Monroe war das, was Modemagazine heute "Plus-size" nennen. Obwohl Kritiker und Experten noch immer über ihre tatsächliche Kleidergröße streiten, gibt es keinen Zweifel daran, dass das, was wir von ihr sahen, im Zeitalter vor der digitalen Bildbearbeitung ganz sie selbst war. Die unverhohlene Zurschaustellung ihrer Kurven und ihre offene Sexualität wurden einst als das Gegenteil von Feminismus angesehen, aber heutzutage wird Monroe von einigen als Ikone der Body-Positivity-Bewegung gefeiert: für ein positives, selbstbewusstes Verhältnis zum eigenen Körper. Bevor sie als Schauspielerin und Model entdeckt wurde, befand sie sich in den 1940er-Jahren in argen finanziellen Nöten. Später, im Jahr 1952, als ihre Popularität zunahm, tauchten Nacktfotos von einem Kalendershooting auf, für das sie angeblich nur 50 Dollar als Gage bekommen hatte. Ihre Chefs bei Twentieth Century Fox sagten ihr, sie solle alles leugnen, aber Monroe entschied sich stattdessen, zur Wahrheit zu stehen. Im Gespräch mit der United Press International-Reporterin Aline Mosby erklärte sie, dass sie pleite war und das Geld brauchte. "Warum es leugnen? Man kann es überall bekommen. Außerdem schäme ich mich nicht dafür. Ich habe nichts Falsches getan." Es erwies sich als PR-Coup für die Schauspielerin und machte sie bei ihren Fans noch beliebter.
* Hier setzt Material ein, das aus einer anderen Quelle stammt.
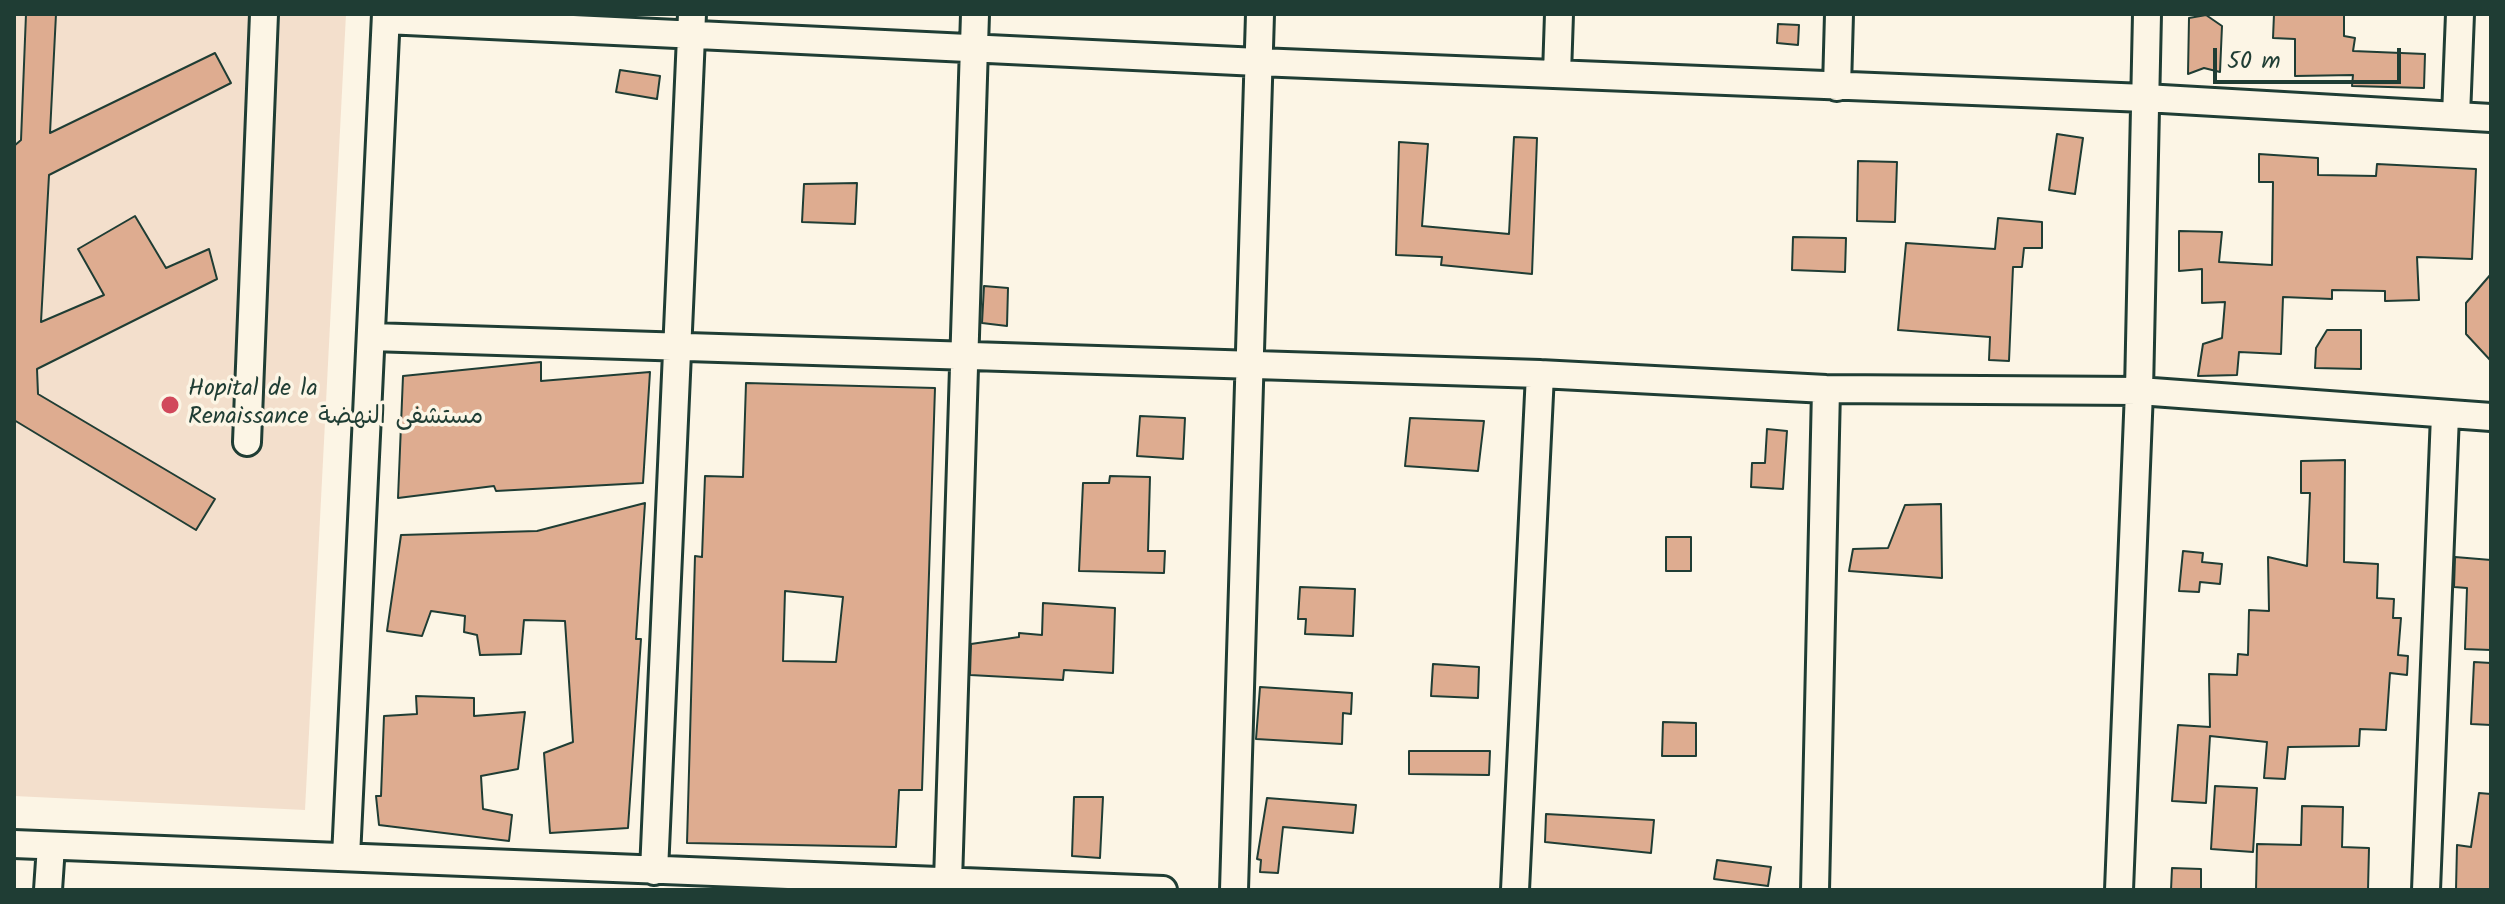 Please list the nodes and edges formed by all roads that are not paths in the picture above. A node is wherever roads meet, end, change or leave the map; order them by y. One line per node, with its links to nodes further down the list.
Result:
1 (264, 14): 26 (street)
2 (975, 14): 10 (street)
3 (1260, 14): 11 (street)
4 (1559, 14): 12 (street)
5 (1839, 14): 13 (street)
6 (2147, 14): 14 (street)
7 (2460, 14): 15 (street)
8 (386, 17): 9 (street); 17 (street)
9 (692, 24): 10 (street); 18 (street)
10 (974, 47): 11 (street); 19 (street)
11 (1258, 62): 12 (street); 20 (street)
12 (1557, 74): 13 (street)
13 (1837, 87): 14 (street)
14 (2145, 98): 15 (street); 23 (street)
15 (2456, 116): 16 (street)
16 (2491, 118)
17 (371, 337): 18 (street); 29 (street)
18 (678, 347): 19 (street); 30 (street)
19 (964, 357): 20 (street); 31 (street)
20 (1249, 366): 21 (street); 35 (street)
21 (1540, 374): 22 (street); 36 (street)
22 (1826, 389): 23 (street); 37 (street)
23 (2139, 391): 24 (street); 38 (street)
24 (2445, 415): 25 (street); 39 (street)
25 (2491, 417)
26 (247, 442)
27 (14, 844): 28 (street)
28 (51, 846): 29 (street); 33 (street)
29 (346, 857): 30 (street)
30 (654, 871): 32 (street)
31 (948, 881): 32 (street); 34 (street)
32 (787, 882)
33 (48, 890)
34 (1163, 890)
35 (1234, 890)
36 (1515, 890)
37 (1815, 890)
38 (2119, 890)
39 (2426, 890)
Marilyn Monroe zeigt selbstbewusst ihre FigurBild: akg-images/picture alliance

Monroe war "woke"

Ihr scharfer Verstand und ihre fundierten Ansichten über Politik und soziale Gerechtigkeit wurden oft in den Hintergrund gedrängt. So nutzte sie ihre Berühmtheit zum Beispiel, um der Jazz-Sängerin Ella Fitzgerald einen Auftritt in einem Club zu ermöglichen, der zuvor abgelehnt hatte, sie zu engagieren. Dem Management des Mocambo-Clubs war die Sängerin nicht "glamourös genug" für den Hotspot in West-Hollywood. Monroe drängte den Clubbesitzer Charlie Morrison jedoch, Fitzgerald zu buchen, und versprach im Gegenzug, jede Show persönlich zu besuchen und in der ersten Reihe zu sitzen.
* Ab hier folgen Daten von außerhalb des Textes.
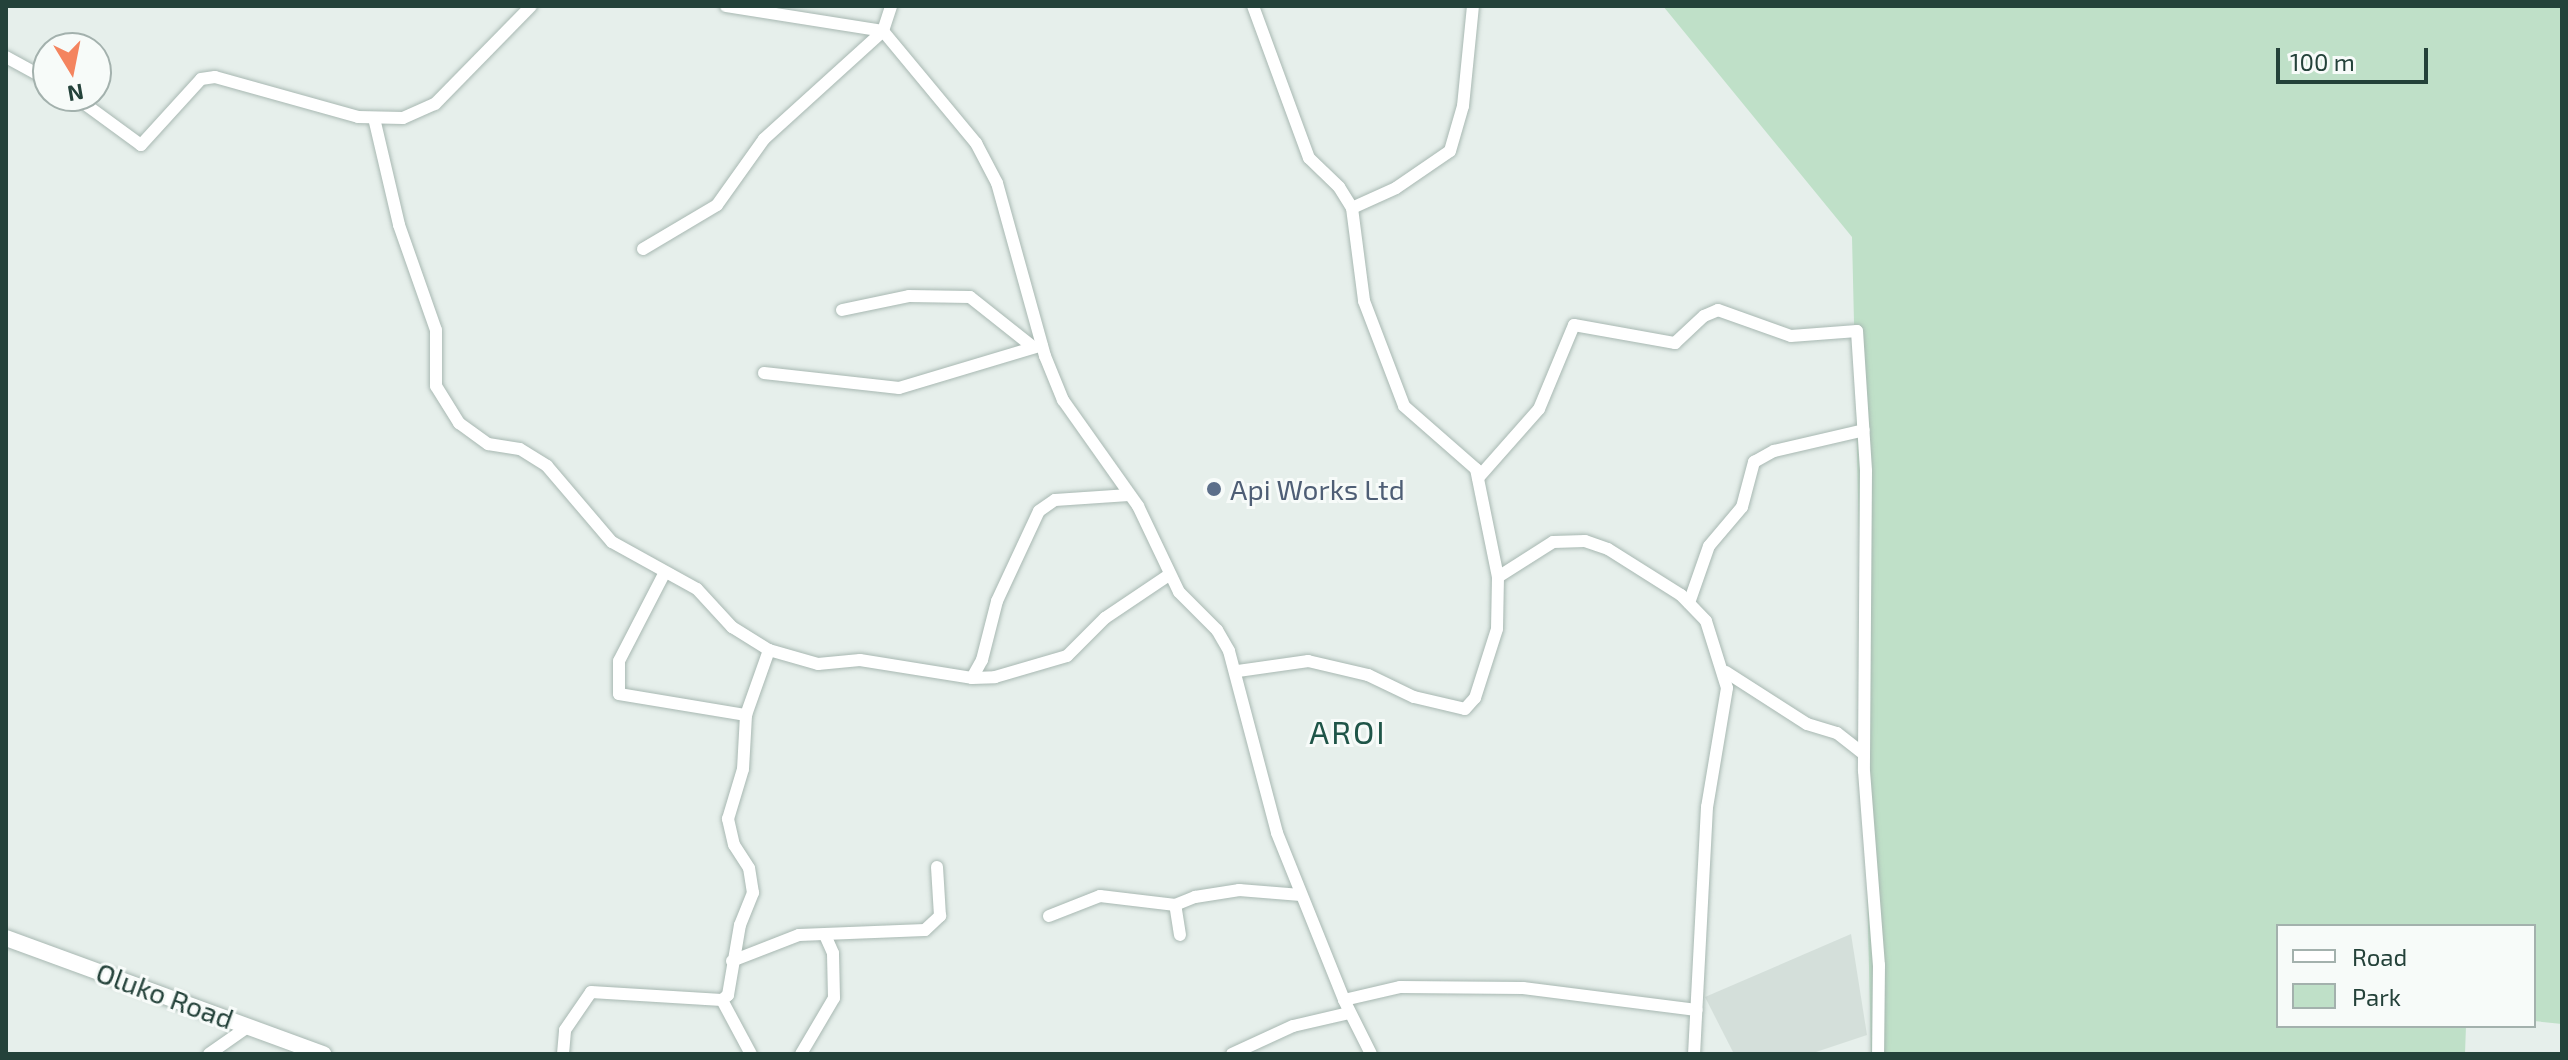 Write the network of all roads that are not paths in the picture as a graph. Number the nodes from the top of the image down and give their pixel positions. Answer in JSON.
{"nodes":[{"id":1,"x":531,"y":6,"type":"edge"},
{"id":2,"x":726,"y":6,"type":"edge"},
{"id":3,"x":891,"y":6,"type":"edge"},
{"id":4,"x":1253,"y":6,"type":"edge"},
{"id":5,"x":1473,"y":6,"type":"edge"},
{"id":6,"x":883,"y":31,"type":"junction"},
{"id":7,"x":6,"y":57,"type":"edge"},
{"id":8,"x":32,"y":71,"type":"edge"},
{"id":9,"x":96,"y":112,"type":"edge"},
{"id":10,"x":374,"y":118,"type":"junction"},
{"id":11,"x":1352,"y":208,"type":"junction"},
{"id":12,"x":643,"y":249,"type":"dead end"},
{"id":13,"x":842,"y":310,"type":"dead end"},
{"id":14,"x":1037,"y":346,"type":"junction"},
{"id":15,"x":764,"y":373,"type":"dead end"},
{"id":16,"x":1864,"y":430,"type":"junction"},
{"id":17,"x":1478,"y":478,"type":"junction"},
{"id":18,"x":1129,"y":495,"type":"junction"},
{"id":19,"x":665,"y":572,"type":"junction"},
{"id":20,"x":1169,"y":575,"type":"junction"},
{"id":21,"x":1498,"y":577,"type":"junction"},
{"id":22,"x":1689,"y":603,"type":"junction"},
{"id":23,"x":769,"y":650,"type":"junction"},
{"id":24,"x":1238,"y":671,"type":"junction"},
{"id":25,"x":1726,"y":672,"type":"junction"},
{"id":26,"x":972,"y":678,"type":"junction"},
{"id":27,"x":746,"y":715,"type":"junction"},
{"id":28,"x":1864,"y":754,"type":"junction"},
{"id":29,"x":937,"y":867,"type":"dead end"},
{"id":30,"x":1301,"y":895,"type":"junction"},
{"id":31,"x":1175,"y":905,"type":"junction"},
{"id":32,"x":1049,"y":916,"type":"dead end"},
{"id":33,"x":825,"y":935,"type":"junction"},
{"id":34,"x":1180,"y":935,"type":"dead end"},
{"id":35,"x":6,"y":938,"type":"edge"},
{"id":36,"x":732,"y":961,"type":"junction"},
{"id":37,"x":722,"y":1000,"type":"junction"},
{"id":38,"x":1346,"y":1006,"type":"junction"},
{"id":39,"x":1697,"y":1010,"type":"junction"},
{"id":40,"x":249,"y":1026,"type":"junction"},
{"id":41,"x":209,"y":1054,"type":"edge"},
{"id":42,"x":323,"y":1054,"type":"edge"},
{"id":43,"x":563,"y":1054,"type":"edge"},
{"id":44,"x":751,"y":1054,"type":"edge"},
{"id":45,"x":801,"y":1054,"type":"edge"},
{"id":46,"x":1232,"y":1054,"type":"edge"},
{"id":47,"x":1371,"y":1054,"type":"edge"},
{"id":48,"x":1694,"y":1054,"type":"edge"},
{"id":49,"x":1878,"y":1054,"type":"edge"}],
"edges":[{"from":1,"to":10,"type":"street"},
{"from":2,"to":6,"type":"street"},
{"from":3,"to":6,"type":"street"},
{"from":4,"to":11,"type":"street"},
{"from":5,"to":11,"type":"street"},
{"from":6,"to":12,"type":"street"},
{"from":6,"to":14,"type":"street"},
{"from":7,"to":8,"type":"street"},
{"from":9,"to":10,"type":"street"},
{"from":10,"to":19,"type":"street"},
{"from":11,"to":17,"type":"street"},
{"from":13,"to":14,"type":"street"},
{"from":14,"to":15,"type":"street"},
{"from":14,"to":18,"type":"street"},
{"from":16,"to":17,"type":"street"},
{"from":16,"to":22,"type":"street"},
{"from":16,"to":28,"type":"street"},
{"from":17,"to":21,"type":"street"},
{"from":18,"to":20,"type":"street"},
{"from":18,"to":26,"type":"street"},
{"from":19,"to":23,"type":"street"},
{"from":19,"to":27,"type":"street"},
{"from":20,"to":24,"type":"street"},
{"from":20,"to":26,"type":"street"},
{"from":21,"to":22,"type":"street"},
{"from":21,"to":24,"type":"street"},
{"from":22,"to":25,"type":"street"},
{"from":23,"to":26,"type":"street"},
{"from":23,"to":27,"type":"street"},
{"from":24,"to":30,"type":"street"},
{"from":25,"to":28,"type":"street"},
{"from":25,"to":39,"type":"street"},
{"from":27,"to":36,"type":"street"},
{"from":28,"to":49,"type":"street"},
{"from":29,"to":33,"type":"street"},
{"from":30,"to":31,"type":"street"},
{"from":30,"to":38,"type":"street"},
{"from":31,"to":32,"type":"street"},
{"from":31,"to":34,"type":"street"},
{"from":33,"to":36,"type":"street"},
{"from":33,"to":45,"type":"street"},
{"from":35,"to":40,"type":"main road","name":"Oluko Road"},
{"from":36,"to":37,"type":"street"},
{"from":37,"to":43,"type":"street"},
{"from":37,"to":44,"type":"street"},
{"from":38,"to":39,"type":"street"},
{"from":38,"to":46,"type":"street"},
{"from":38,"to":47,"type":"street"},
{"from":39,"to":48,"type":"street"},
{"from":40,"to":41,"type":"street"},
{"from":40,"to":42,"type":"main road","name":"Oluko Road"}]}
Marilyn Monroe und Ella FitzgeraldBild: AP Images/picture alliance

Die Jazzsängerin erinnerte sicher später in ihrer Biografie: "Der Besitzer sagte ja, und Marilyn war da, am ersten Tisch, jeden Abend. Die Presse stand Kopf. Danach musste ich nie wieder in einem kleinen Jazzclub spielen. Sie war eine außergewöhnliche Frau - ein wenig ihrer Zeit voraus. Und sie hat es nicht gewusst." 
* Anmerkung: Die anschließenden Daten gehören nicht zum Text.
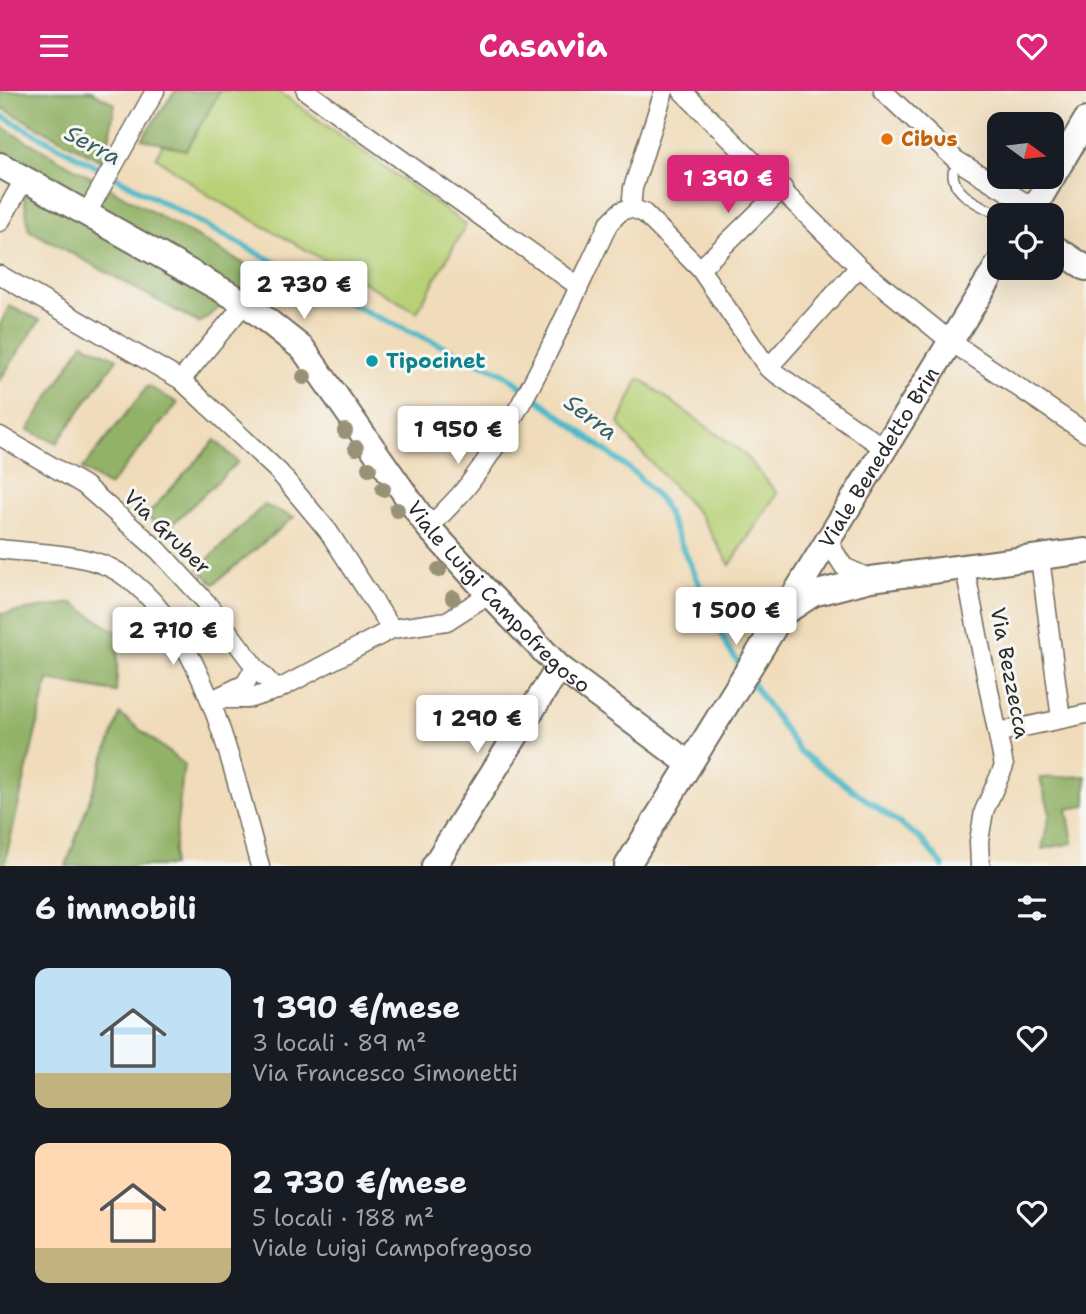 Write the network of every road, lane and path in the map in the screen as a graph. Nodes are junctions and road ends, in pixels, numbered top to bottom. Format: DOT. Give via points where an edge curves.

In der #MeToo- und #BlackLivesMatter-Ära ist es daher passend, zu betonen, wie sehr dieser Star für Selbstbestimmung kämpfte und für Bürgerrechte eintrat.

Eine "ewige Gestaltwandlerin"

Wie Lois Banner, Professorin für Geschichte und Gender Studies an der USC und Monroe-Biografin, schrieb, fasziniert Monroe nach wie vor als "ewige Gestaltwandlerin", deren "mehrfache Verwandlungen es jeder Generation, ja sogar jedem Einzelnen erlauben, eine Marilyn nach eigenen Vorstellungen zu erschaffen". Und auch hier trägt die Fähigkeit der Kulturikone, ihre Zeit zu reflektieren, zu ihrer anhaltenden Legende bei.

Übersetzung aus dem Englischen: Sven Töniges

Dies ist die aktualisierte Fassung eines Artikels vom 4. August 2022.